La mayoría de las veces, el nombre de un restaurante suele ser una declaración de intenciones por parte de la propiedad, ya sea un topónimo que alude a sus raíces, el nombre de un chef que indica vocación autoral o un término conceptual que aspira a definir un proyecto. Cuando hace referencia a un producto concreto es evidente que nos está diciendo cuál es su especialidad y qué es lo que tenemos que comer allí.
Es el caso del local del gijonés Carlos Fernández Miranda, que vio la luz en la segunda mitad de 2022 y que se autodefine como restaurante consagrado a la cocina norteña pero que, llamándose como se llama, Virrey, no sólo nos remite inmediatamente a Asturias, donde este pescado no es el virrey sino el rey (perdón por el obvio juego de palabras), sino que desde mucho antes de sentarnos a la mesa ya tenemos claro qué es lo que vamos a pedir.
Que no es otra cosa que este pescado de ojos saltones y un color rojo fruto de su alimentación altamente gourmet, basada en marisco.

Así que, una vez aposentados en su comedor con toques art decó y cierta estética de pub ochentero, sofás y moqueta incluida, dominado por una gran barra, o en alguna de las mesas de su terraza urbana, no queda otra que, con la ayuda del director de sala, Sebastián López Robledo -al que conocimos antes de la pandemia en el más que interesante Condumios-componer la comanda del final para poner el virrey hacia el principio.
A modo de aperitivo, una refrescante banderilla extragrande a la que llaman, discutiblemente, gilda: además de anchoa, aceituna gordal y piparra, lleva atún en sashimi, tomate seco, boquerón y bacalao. Está buena y potente y los ingredientes son notables, pero gilda, lo que se dice gilda, no es cómo la llamaría precisamente.

Estacionalidad total en el primero de los entrantes, ventresca de bonito en escabeche con tomate y cebolletas. Suave y ligero, con un inesperado toque de comino que le da un agradable punto sureño (dicho sea de paso, qué bien casan tomate y comino).
Como muy sureñas son las delicadas huevas de atún de almadraba en salazón con almendras fritas y aceite arbequina y las excelentes y restallantes gambas rojas de Garrucha, con las cabezas rebosantes de ambrosía.

La croqueta de jamón con huevo duro, un tanto amorfa -signo inequívoco de que está boleada a mano- es del tipo expansivo, esto es, más que cremosa, por lo que hay que tener mucho cuidado al comerla. Si llevara algo más de jamón no le pasaría absolutamente nada.
Y llega la hora de la verdad, el momento de enfrentarse a la estrella de la casa. El maestresala presenta a la mesa una pieza entera de unos 900 gramos, rodeada de patatas y acompañada por una salsa de cebolla y amontillado. Y procede a emplatarla, en dos vuelcos.

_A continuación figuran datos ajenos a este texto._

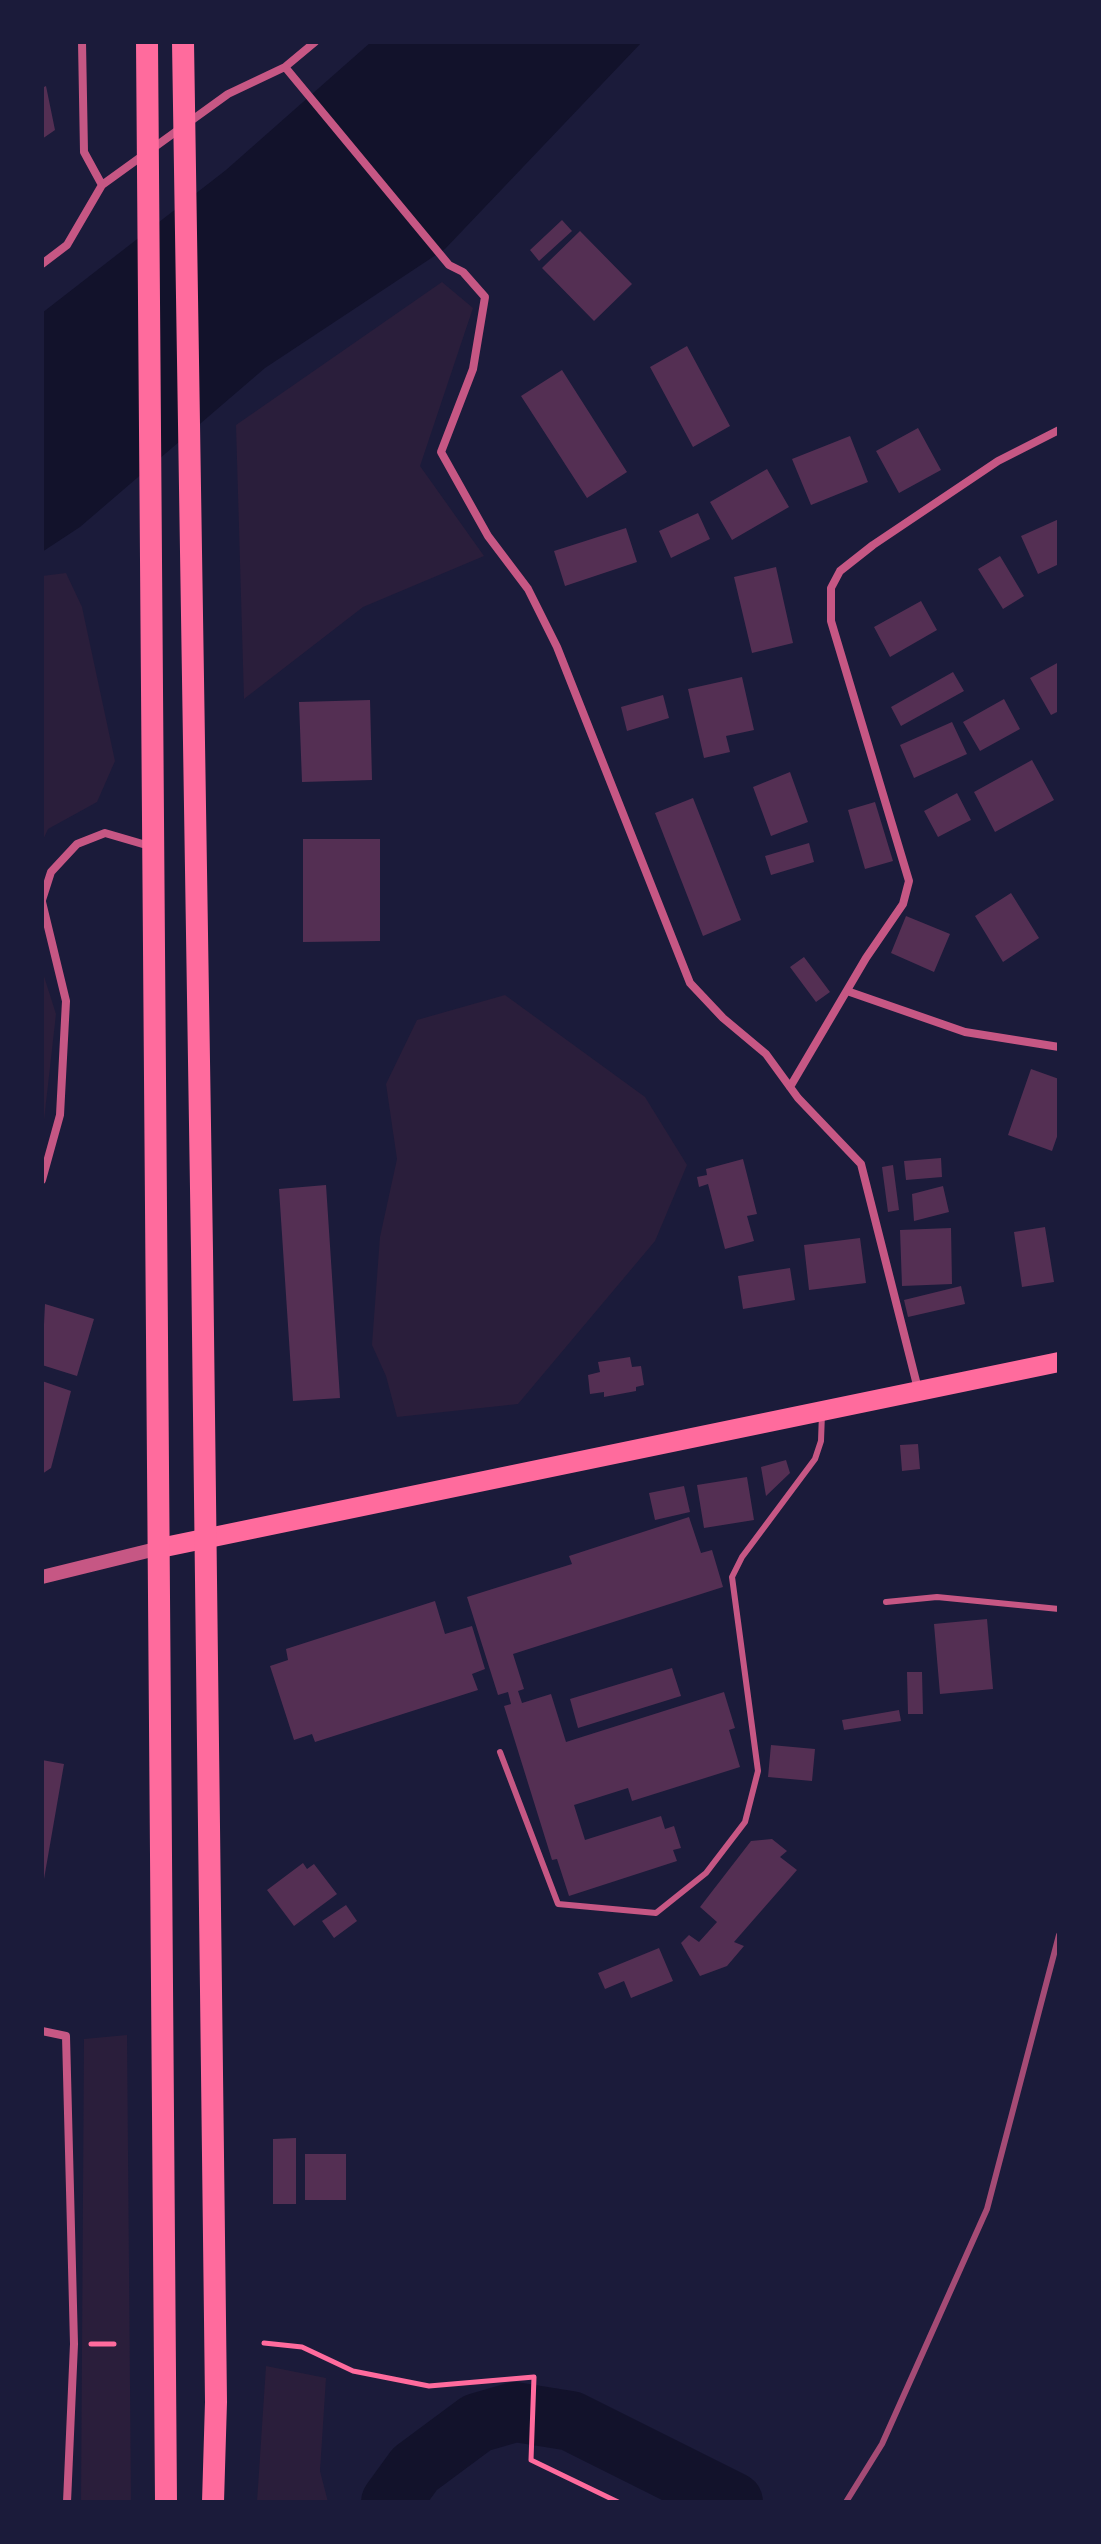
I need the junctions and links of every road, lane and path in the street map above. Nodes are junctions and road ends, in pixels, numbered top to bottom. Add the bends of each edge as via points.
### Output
1 (82, 42) edge
2 (183, 42) edge
3 (315, 42) edge
4 (147, 49) edge
5 (285, 67) junction
6 (102, 185) junction
7 (42, 264) edge
8 (1059, 430) edge
9 (153, 847) junction
10 (42, 901) edge
11 (847, 991) junction
12 (1059, 1047) edge
13 (790, 1087) junction
14 (42, 1180) edge
15 (1059, 1362) edge
16 (918, 1390) junction
17 (822, 1413) junction
18 (205, 1539) junction
19 (160, 1548) junction
20 (42, 1577) edge
21 (886, 1602) dead end
22 (1059, 1609) edge
23 (500, 1752) dead end
24 (42, 2031) edge
25 (264, 2343) dead end
26 (67, 2502) edge
27 (166, 2502) edge
28 (213, 2502) edge
29 (618, 2502) edge

1 - 6 street via 84,152
2 - 18 highway
3 - 5 street
4 - 9 highway
5 - 6 street via 228,94
5 - 13 street via 449,265 463,272 485,297 473,369 441,452 488,536 528,589 557,647 690,983 766,1054
6 - 7 street via 67,245
8 - 11 street via 998,461 873,545 840,571 831,588 831,621 909,881 903,904
9 - 10 street via 105,833 77,844 51,872
9 - 19 highway
10 - 14 street via 66,1001 60,1115
11 - 12 street via 965,1032
11 - 13 street
13 - 16 street via 861,1164
15 - 16 main road
16 - 17 main road
17 - 18 main road
17 - 23 lane via 815,1459 732,1577 758,1771 745,1822 706,1873 656,1913 558,1904
18 - 19 main road
18 - 28 highway
19 - 20 street
19 - 27 highway
21 - 22 lane via 937,1597
24 - 26 street via 66,2036 74,2344
25 - 29 path via 302,2347 353,2371 429,2386 534,2377 531,2460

En el primero, los lomos, fresquísimos, jugosos y perfectos de punto. La salsa, de un equilibrio insospechado, sin un atisbo del dulzor con el que amenazaba la liliácea, para mojar patatas y patatas. En el segundo, al modo de lo que hace Aitor Arregui en Elkano de Guetaria, un ilustrativo despiece con ventresca, parpatana, ijada, cococha, facera, paladar, mormo y contramormo.
Sólo faltaría el ojo pero, en atención a los más melindrosos, únicamente lo sirven si se solicita previamente. En conjunto, un plato que justifica sobradamente el nombre del restaurante y le hace honor.

En el apartado dulce, probé dos propuestas, la más facturada y la preferida de Fernández Miranda. La primera, una tarta de queso crema clónica de los miles de tartas de queso que se sirven en restaurantes de todo tipo, con el consiguiente escaso, interés; la segunda, una leche merengada helada, con bien de canela, que provoca una gozosa regresión a la infancia, mucho más recomendable.
La carta de vinos denota cierta inquietud enológica, con una selección pensada para satisfacer tanto a los clientes más clásicos como a los más modernos e, incluso, a quienes viven por y para épater le bourgeois, que haberlos, haylos.